Let me tell you a sweet story. When I fell for Tina, it was an epic event. I was head over heels in love with that woman. I never knew such beauty could exist on this planet. The sun rose every morning just to keep her face and soul out of the dark. I was smitten. I was truly devastated by her in the best way. The cool thing was she liked ME. She loved me. I could not believe that such a being directly from Heaven could love someone like me. I must not be so bad after all. Maybe I'm ok. Everything changed.

Beyond all of that...I started losing weight without effort; without any thought about it at all. I remember my dad coming over to see one of my shows and saying, "how much weight have you lost?" I replied, "NONE." He replied, "bullshit." I weighed. I dropped twenty five pounds without thinking about it. Being in a state of love and self-acceptance caused my eating habits to go back to what most people call normal. Not once did I think about diet during that time. Very cool.

So what happened? Tina is still the divinity that she has always been. We shower each other with love on a daily basis. We are really quite the cute couple. But my self concept has shifted back to one of 'less than.' There are moments when I watch my thoughts about our relationship and I'll hear things like, "Well, she's obviously staying with me because she's a saint. She certainly has seen my negative side like no other person. She's heard me fart. She's smelled me fart. God bless that woman for being here with me, but something must be wrong with her for wanting to stay."

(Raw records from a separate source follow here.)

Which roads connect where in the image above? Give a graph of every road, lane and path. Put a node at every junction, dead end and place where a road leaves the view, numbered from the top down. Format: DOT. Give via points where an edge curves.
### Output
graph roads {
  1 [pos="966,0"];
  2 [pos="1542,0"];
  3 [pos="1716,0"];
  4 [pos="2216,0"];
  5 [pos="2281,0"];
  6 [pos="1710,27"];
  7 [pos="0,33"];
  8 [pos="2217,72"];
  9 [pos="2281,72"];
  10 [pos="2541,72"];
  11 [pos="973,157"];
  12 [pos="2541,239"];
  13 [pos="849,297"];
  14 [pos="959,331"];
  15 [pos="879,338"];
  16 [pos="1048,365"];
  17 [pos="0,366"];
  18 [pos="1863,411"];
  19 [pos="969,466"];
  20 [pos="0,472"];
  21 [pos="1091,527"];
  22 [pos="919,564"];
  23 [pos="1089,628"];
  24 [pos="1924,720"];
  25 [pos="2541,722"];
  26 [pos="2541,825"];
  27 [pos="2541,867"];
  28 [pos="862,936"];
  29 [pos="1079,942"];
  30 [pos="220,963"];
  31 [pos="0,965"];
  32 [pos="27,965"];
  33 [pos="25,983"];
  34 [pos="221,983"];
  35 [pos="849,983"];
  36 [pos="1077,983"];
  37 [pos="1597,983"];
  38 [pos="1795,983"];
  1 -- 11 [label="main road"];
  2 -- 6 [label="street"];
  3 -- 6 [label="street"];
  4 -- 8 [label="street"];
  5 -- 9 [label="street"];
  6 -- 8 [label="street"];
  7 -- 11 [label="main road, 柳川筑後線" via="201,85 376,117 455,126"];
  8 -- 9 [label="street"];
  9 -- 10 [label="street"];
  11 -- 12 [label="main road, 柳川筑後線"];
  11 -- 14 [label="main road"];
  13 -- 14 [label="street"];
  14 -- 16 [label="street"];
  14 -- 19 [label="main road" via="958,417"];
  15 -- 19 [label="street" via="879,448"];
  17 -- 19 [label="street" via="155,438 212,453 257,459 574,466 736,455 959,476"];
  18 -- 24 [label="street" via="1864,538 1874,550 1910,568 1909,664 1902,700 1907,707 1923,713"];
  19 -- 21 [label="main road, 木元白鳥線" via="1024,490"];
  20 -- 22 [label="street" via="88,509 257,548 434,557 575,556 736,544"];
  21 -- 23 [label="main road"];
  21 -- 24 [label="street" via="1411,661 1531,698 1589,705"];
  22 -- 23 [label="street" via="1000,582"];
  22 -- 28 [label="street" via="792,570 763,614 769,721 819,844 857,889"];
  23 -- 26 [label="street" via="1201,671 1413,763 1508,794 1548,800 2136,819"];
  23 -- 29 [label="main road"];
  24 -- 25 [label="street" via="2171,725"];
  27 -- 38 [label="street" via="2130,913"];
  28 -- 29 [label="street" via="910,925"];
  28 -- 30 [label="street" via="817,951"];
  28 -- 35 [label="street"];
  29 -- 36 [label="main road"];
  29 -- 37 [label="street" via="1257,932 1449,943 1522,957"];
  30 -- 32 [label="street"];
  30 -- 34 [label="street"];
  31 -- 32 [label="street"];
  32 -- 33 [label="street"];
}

It's all self concept; very poor self concept. Now again, I do not need people telling me that I'm good. But what is amazing is that through daily meditation/centering prayer, this stuff is coming to light and I'm able to begin to see my self talk as simply self-talk; not the truth. I'm sure it will feel like the truth again sometime because that's how all this 'issue stuff' is; in layers. But peeling away this layer can only be beneficial.

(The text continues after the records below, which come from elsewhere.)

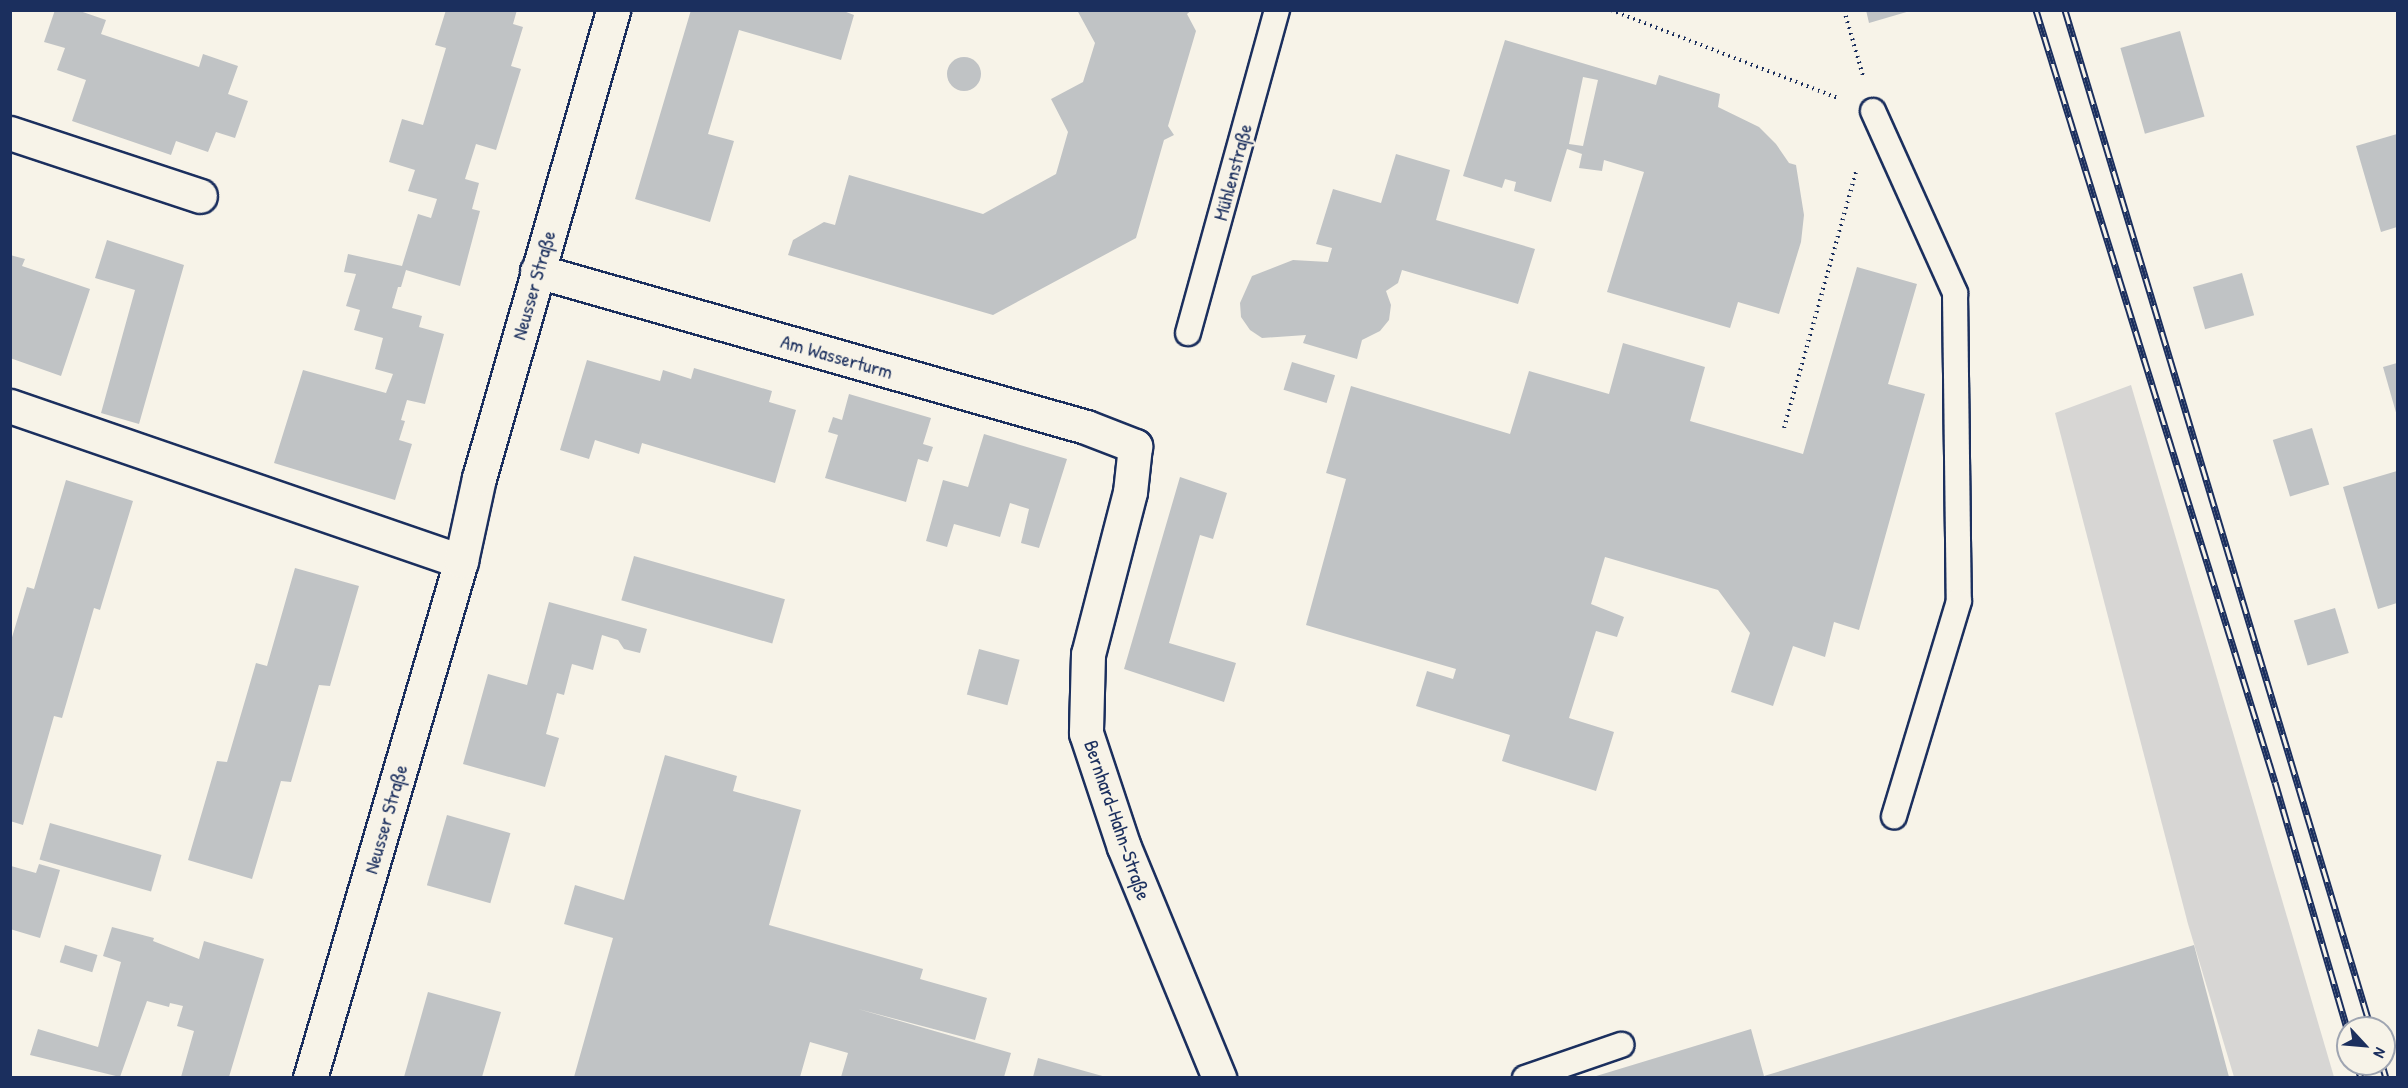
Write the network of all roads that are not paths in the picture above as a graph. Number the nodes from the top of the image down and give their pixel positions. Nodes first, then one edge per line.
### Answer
1 (613, 10) edge
2 (1277, 10) edge
3 (1873, 111) road end
4 (10, 133) edge
5 (200, 196) dead end
6 (537, 271) junction
7 (1188, 333) dead end
8 (10, 406) edge
9 (1135, 446) joint
10 (461, 561) junction
11 (1894, 816) dead end
12 (1621, 1045) dead end
13 (310, 1077) edge
14 (1219, 1077) edge
15 (1525, 1077) edge

1 - 6 street, Neusser Straße
2 - 7 lane, Mühlenstraße
3 - 11 lane
4 - 5 street
6 - 9 street, Am Wasserturm
6 - 10 street, Neusser Straße
8 - 10 street
9 - 14 street, Bernhard-Hahn-Straße
10 - 13 street, Neusser Straße
12 - 15 lane

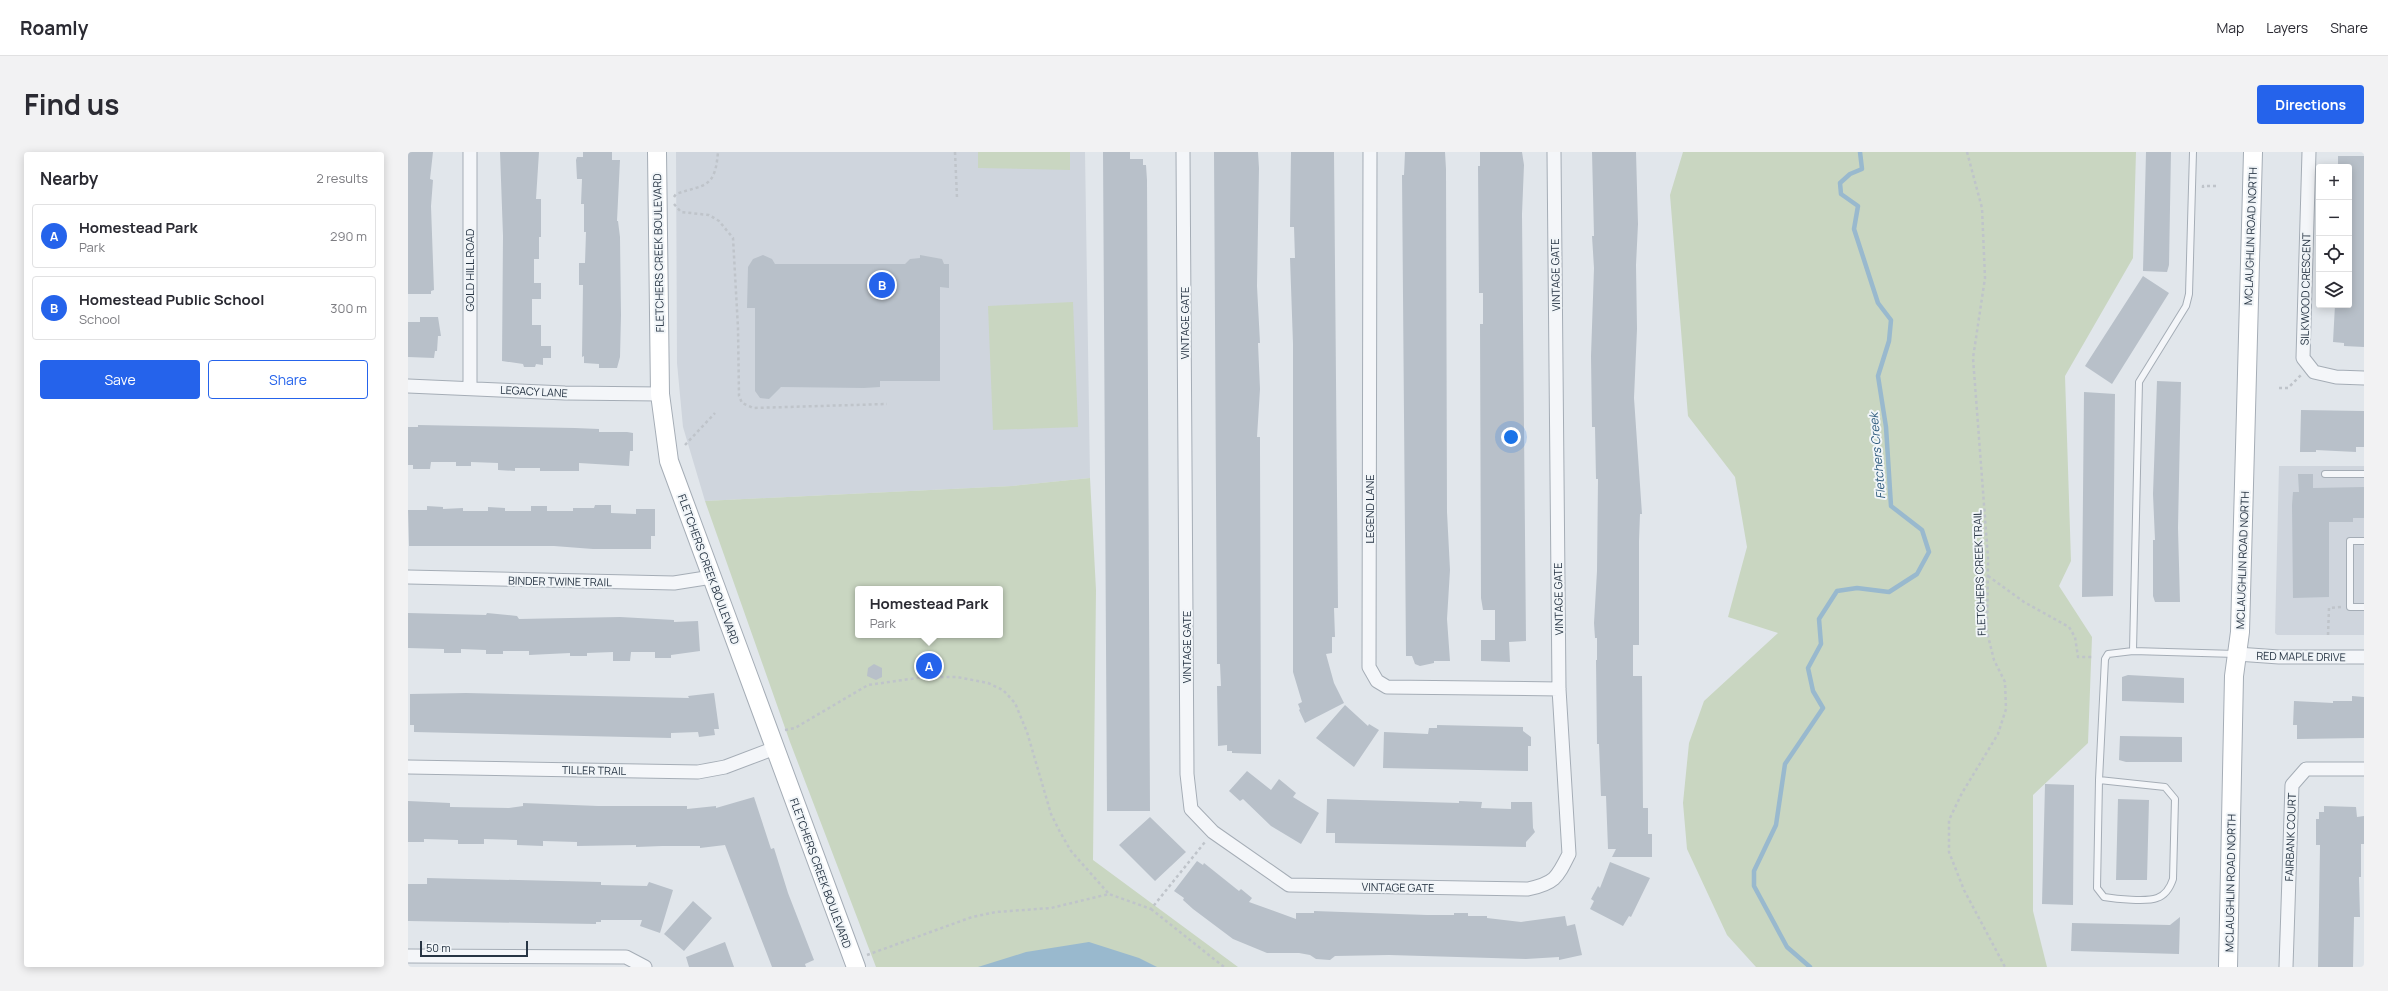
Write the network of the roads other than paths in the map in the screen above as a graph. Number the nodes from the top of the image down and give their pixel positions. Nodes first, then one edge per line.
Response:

Maybe this is a reason people give up on meditation and prayer. It's starts to call forth all the stuff that's in the dark. We usually don't want to see what we're afraid of looking at, thus the dark. Well, that's my experience any way.

So during this time of reflection and continued daily prayer, I will continue to watch my thoughts; especially those about myself. I will become more mindful of what I eat. I'm really bad when it comes to being aware DURING a meal. I just go all "oh my God it's good!" and start shoving it in. You can say you really love a woman and just start kissing her heavily and licking her neck OR you can SHOW her you really love her by kissing her tenderly with awareness; relishing the moment for the beauty that it holds.

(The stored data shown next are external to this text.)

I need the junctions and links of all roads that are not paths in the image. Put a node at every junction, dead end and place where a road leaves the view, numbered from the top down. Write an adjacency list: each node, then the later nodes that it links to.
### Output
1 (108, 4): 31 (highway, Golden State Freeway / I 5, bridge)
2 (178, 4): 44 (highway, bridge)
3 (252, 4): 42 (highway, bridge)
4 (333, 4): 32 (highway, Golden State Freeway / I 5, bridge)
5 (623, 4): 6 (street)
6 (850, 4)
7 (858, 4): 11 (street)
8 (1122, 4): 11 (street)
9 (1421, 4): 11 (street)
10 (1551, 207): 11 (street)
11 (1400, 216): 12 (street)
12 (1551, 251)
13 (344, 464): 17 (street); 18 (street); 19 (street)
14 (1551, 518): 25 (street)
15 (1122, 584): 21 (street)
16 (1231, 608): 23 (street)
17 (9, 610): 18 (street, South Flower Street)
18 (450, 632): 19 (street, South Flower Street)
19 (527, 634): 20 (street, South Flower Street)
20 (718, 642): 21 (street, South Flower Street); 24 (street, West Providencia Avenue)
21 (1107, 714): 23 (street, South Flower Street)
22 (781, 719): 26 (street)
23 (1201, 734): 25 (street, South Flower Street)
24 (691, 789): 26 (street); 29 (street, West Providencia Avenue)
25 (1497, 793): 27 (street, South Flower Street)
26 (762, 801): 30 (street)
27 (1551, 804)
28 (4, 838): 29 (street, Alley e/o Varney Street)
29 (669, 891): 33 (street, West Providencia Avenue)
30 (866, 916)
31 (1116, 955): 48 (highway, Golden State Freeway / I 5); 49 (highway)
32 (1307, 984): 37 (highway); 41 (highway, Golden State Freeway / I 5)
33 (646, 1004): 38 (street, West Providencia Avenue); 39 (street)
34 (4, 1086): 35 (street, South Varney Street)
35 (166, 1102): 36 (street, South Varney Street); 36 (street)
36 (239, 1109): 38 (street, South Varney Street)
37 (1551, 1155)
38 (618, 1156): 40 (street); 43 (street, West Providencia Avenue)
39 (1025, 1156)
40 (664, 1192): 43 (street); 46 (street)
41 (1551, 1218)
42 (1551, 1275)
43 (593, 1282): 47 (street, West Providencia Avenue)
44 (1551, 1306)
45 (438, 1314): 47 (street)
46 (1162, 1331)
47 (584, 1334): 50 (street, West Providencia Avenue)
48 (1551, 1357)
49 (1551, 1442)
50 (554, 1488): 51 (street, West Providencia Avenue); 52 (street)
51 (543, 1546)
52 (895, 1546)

I think the same can be said/done with food...and no I'm not talking about anything kinky here...

This felt like more of a therapy session today. I'm hopeful we'll get back to more inspiring topics.
Sending you peace and love...and more butter!
Dino

1 comment:

  1. i hear you and i struggle with this same thing. my freshman year of college was the frist time in my life i felt truly happy with who i am and was just doing theatre and loving my life. i lost 40 lbs by not doing anything. then i had to transfer to SAU not of my own wishes and all my theatre dreams came crashing down when i learned i was not evena little good compared to anyone in that dept. suddenly i gained it all back and then some. then i went on a crash diet and lost 50lbs. felt amazing, met my now husband who also likes to eat and we were like WE LOVE EACH OTHER WE LOVE FOOD, LETS EAT IT TOGETHER. and now, we are fat. happy, but fat. i eat my emotions, i eat my boredom, i eat my sad thoughts. when u figure out how to get off that roller coaster bless you and pass along the secret. amazing that u can look so deeply and find the root of that longing. i need to do the same.